See post on rational informational herding here.

“The momentum effect is the tendency of stocks that performed well in the past months to continue to do well in the following period and vice versa for stocks with a poor performance” [Landsdorp/Jellema]

“[In the simplest case momentum means that] stocks that have previously exhibited positive returns (winners) continue to outperform stocks that have previously exhibited negative returns (losers).” [Yan/Zhao/Sun]

More generally, there are two types of momentum strategies, time-series and cross-section momentum strategies. The time-series momentum is called trend-following. It assumes that assets with a current positive price trend will continue to have a future positive trend and assets with a current negative price trend will continue to have a future negative trend. A cross-section momentum is called a winners-minus-losers strategy. It assumes that the current winners will continue to outperform the current losers in the future. View post on basic theory of momentum strategies here.

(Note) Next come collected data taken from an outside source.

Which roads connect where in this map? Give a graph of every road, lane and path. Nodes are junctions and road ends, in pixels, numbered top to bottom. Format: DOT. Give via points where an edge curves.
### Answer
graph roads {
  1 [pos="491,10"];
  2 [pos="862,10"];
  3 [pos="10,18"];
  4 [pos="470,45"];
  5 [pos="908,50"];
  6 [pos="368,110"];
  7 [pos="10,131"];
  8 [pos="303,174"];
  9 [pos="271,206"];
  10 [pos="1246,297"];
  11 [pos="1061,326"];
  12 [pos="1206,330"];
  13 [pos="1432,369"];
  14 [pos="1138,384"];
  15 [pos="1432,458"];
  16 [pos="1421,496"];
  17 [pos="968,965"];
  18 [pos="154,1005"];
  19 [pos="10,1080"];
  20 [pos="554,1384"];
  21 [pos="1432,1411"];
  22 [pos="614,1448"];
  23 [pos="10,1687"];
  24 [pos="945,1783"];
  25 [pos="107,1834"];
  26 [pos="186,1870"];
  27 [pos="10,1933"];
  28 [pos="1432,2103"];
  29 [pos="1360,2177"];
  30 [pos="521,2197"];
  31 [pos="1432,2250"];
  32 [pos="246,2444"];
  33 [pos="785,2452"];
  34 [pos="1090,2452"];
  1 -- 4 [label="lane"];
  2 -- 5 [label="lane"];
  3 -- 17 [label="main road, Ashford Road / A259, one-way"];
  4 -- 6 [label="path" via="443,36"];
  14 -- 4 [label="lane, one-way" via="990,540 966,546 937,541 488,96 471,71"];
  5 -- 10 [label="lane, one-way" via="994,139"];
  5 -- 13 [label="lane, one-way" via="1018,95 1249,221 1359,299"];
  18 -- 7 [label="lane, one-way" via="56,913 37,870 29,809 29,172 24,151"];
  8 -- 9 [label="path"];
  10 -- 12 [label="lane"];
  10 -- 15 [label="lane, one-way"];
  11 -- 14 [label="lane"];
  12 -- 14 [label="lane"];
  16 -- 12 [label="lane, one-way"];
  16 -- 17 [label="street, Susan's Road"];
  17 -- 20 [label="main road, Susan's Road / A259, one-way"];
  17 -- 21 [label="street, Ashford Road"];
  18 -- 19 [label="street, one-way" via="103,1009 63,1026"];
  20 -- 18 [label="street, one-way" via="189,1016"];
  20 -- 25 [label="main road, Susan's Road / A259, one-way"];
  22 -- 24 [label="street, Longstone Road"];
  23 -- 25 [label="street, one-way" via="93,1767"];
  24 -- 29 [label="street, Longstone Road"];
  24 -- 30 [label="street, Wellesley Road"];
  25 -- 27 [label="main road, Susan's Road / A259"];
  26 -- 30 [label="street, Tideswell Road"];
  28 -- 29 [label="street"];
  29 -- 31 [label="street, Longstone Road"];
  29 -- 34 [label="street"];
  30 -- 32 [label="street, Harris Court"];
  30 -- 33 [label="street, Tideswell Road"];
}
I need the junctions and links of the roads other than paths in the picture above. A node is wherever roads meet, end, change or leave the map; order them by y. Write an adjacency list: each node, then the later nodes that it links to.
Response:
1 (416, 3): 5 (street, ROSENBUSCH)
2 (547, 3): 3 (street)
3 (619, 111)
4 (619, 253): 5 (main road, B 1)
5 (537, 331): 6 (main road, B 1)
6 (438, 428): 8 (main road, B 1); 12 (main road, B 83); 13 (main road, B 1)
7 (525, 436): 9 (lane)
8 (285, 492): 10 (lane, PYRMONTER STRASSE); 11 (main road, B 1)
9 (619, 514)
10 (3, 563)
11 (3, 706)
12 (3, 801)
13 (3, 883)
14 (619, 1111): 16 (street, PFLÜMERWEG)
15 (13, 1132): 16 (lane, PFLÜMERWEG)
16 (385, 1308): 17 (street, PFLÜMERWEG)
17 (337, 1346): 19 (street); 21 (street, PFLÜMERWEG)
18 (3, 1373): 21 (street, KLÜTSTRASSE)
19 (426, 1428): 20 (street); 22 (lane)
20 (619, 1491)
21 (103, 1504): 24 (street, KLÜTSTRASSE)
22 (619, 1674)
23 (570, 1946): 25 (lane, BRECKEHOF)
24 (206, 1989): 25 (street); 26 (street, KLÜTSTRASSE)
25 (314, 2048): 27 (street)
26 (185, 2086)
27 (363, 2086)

Why herding is the death of momentum

“Uninformed traders can become informed by imitating the observed movement in the market. In that way, herd behavior in investors may help impound information about fundamentals into asset prices …Herd behavior in investors helps move asset prices toward fundamentals, enhances market efficiency, and reduces the momentum effect.” [Yan/Zhao/Sun]

“If herding can help impound fundamental news into asset prices and enhance market efficiency, then investor herding will accelerate the rate of movement to efficiency, so stocks with a low level of herding will exhibit the momentum effect more than stocks with a high level of herding.”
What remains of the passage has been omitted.